→ Extracted material
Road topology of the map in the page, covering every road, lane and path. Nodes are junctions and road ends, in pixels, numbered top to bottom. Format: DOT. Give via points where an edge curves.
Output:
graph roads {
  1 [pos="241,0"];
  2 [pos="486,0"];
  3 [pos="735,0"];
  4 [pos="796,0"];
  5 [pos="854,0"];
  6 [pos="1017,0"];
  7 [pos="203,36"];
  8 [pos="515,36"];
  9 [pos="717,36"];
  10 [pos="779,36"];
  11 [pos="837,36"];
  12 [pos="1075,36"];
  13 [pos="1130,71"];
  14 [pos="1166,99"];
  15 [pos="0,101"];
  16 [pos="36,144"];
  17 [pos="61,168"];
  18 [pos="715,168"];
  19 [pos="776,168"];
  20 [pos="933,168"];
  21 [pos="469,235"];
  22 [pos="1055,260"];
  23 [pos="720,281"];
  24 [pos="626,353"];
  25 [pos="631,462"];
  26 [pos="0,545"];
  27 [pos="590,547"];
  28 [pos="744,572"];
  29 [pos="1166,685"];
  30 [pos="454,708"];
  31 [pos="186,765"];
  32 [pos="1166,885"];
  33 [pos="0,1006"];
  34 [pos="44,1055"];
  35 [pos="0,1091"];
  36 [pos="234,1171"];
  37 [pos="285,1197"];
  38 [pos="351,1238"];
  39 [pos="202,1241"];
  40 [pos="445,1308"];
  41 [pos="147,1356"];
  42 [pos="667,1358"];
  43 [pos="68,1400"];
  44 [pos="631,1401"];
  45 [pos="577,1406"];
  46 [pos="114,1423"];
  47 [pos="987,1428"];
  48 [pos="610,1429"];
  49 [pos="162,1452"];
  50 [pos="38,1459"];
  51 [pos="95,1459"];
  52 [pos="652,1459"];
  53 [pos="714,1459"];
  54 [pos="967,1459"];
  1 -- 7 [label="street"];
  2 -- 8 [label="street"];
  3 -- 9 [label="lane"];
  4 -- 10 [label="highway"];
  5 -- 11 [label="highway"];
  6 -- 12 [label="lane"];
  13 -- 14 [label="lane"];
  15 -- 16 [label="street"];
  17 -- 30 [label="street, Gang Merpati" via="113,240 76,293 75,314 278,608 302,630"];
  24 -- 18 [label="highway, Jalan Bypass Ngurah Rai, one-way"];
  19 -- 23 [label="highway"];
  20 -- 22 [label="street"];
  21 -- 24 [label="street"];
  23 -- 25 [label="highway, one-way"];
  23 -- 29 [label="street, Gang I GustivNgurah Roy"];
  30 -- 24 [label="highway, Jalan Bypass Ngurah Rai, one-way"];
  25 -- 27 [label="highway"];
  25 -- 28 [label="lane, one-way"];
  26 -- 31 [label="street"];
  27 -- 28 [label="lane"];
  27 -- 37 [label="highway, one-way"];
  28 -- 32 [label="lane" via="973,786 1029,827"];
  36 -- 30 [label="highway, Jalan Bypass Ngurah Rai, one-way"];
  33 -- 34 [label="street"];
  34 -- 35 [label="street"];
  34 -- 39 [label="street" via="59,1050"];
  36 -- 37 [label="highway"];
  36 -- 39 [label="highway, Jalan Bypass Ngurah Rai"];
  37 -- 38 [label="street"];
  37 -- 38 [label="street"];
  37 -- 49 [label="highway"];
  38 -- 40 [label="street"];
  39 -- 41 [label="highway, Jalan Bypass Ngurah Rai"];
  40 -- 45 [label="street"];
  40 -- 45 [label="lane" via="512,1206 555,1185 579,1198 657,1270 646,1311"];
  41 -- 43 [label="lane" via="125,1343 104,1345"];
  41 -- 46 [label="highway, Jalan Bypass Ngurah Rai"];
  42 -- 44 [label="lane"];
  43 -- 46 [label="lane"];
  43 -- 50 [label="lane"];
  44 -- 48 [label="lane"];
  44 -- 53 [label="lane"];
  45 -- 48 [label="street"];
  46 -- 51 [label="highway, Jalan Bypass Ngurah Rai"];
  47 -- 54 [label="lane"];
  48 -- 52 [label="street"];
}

→ Your instructions
Nothing may be left out: return each entry exactly as it reads.

→ Exercise output
Road topology of the map in the page, covering every road, lane and path. Nodes are junctions and road ends, in pixels, numbered top to bottom. Format: DOT. Give via points where an edge curves.
Output:
graph roads {
  1 [pos="241,0"];
  2 [pos="486,0"];
  3 [pos="735,0"];
  4 [pos="796,0"];
  5 [pos="854,0"];
  6 [pos="1017,0"];
  7 [pos="203,36"];
  8 [pos="515,36"];
  9 [pos="717,36"];
  10 [pos="779,36"];
  11 [pos="837,36"];
  12 [pos="1075,36"];
  13 [pos="1130,71"];
  14 [pos="1166,99"];
  15 [pos="0,101"];
  16 [pos="36,144"];
  17 [pos="61,168"];
  18 [pos="715,168"];
  19 [pos="776,168"];
  20 [pos="933,168"];
  21 [pos="469,235"];
  22 [pos="1055,260"];
  23 [pos="720,281"];
  24 [pos="626,353"];
  25 [pos="631,462"];
  26 [pos="0,545"];
  27 [pos="590,547"];
  28 [pos="744,572"];
  29 [pos="1166,685"];
  30 [pos="454,708"];
  31 [pos="186,765"];
  32 [pos="1166,885"];
  33 [pos="0,1006"];
  34 [pos="44,1055"];
  35 [pos="0,1091"];
  36 [pos="234,1171"];
  37 [pos="285,1197"];
  38 [pos="351,1238"];
  39 [pos="202,1241"];
  40 [pos="445,1308"];
  41 [pos="147,1356"];
  42 [pos="667,1358"];
  43 [pos="68,1400"];
  44 [pos="631,1401"];
  45 [pos="577,1406"];
  46 [pos="114,1423"];
  47 [pos="987,1428"];
  48 [pos="610,1429"];
  49 [pos="162,1452"];
  50 [pos="38,1459"];
  51 [pos="95,1459"];
  52 [pos="652,1459"];
  53 [pos="714,1459"];
  54 [pos="967,1459"];
  1 -- 7 [label="street"];
  2 -- 8 [label="street"];
  3 -- 9 [label="lane"];
  4 -- 10 [label="highway"];
  5 -- 11 [label="highway"];
  6 -- 12 [label="lane"];
  13 -- 14 [label="lane"];
  15 -- 16 [label="street"];
  17 -- 30 [label="street, Gang Merpati" via="113,240 76,293 75,314 278,608 302,630"];
  24 -- 18 [label="highway, Jalan Bypass Ngurah Rai, one-way"];
  19 -- 23 [label="highway"];
  20 -- 22 [label="street"];
  21 -- 24 [label="street"];
  23 -- 25 [label="highway, one-way"];
  23 -- 29 [label="street, Gang I GustivNgurah Roy"];
  30 -- 24 [label="highway, Jalan Bypass Ngurah Rai, one-way"];
  25 -- 27 [label="highway"];
  25 -- 28 [label="lane, one-way"];
  26 -- 31 [label="street"];
  27 -- 28 [label="lane"];
  27 -- 37 [label="highway, one-way"];
  28 -- 32 [label="lane" via="973,786 1029,827"];
  36 -- 30 [label="highway, Jalan Bypass Ngurah Rai, one-way"];
  33 -- 34 [label="street"];
  34 -- 35 [label="street"];
  34 -- 39 [label="street" via="59,1050"];
  36 -- 37 [label="highway"];
  36 -- 39 [label="highway, Jalan Bypass Ngurah Rai"];
  37 -- 38 [label="street"];
  37 -- 38 [label="street"];
  37 -- 49 [label="highway"];
  38 -- 40 [label="street"];
  39 -- 41 [label="highway, Jalan Bypass Ngurah Rai"];
  40 -- 45 [label="street"];
  40 -- 45 [label="lane" via="512,1206 555,1185 579,1198 657,1270 646,1311"];
  41 -- 43 [label="lane" via="125,1343 104,1345"];
  41 -- 46 [label="highway, Jalan Bypass Ngurah Rai"];
  42 -- 44 [label="lane"];
  43 -- 46 [label="lane"];
  43 -- 50 [label="lane"];
  44 -- 48 [label="lane"];
  44 -- 53 [label="lane"];
  45 -- 48 [label="street"];
  46 -- 51 [label="highway, Jalan Bypass Ngurah Rai"];
  47 -- 54 [label="lane"];
  48 -- 52 [label="street"];
}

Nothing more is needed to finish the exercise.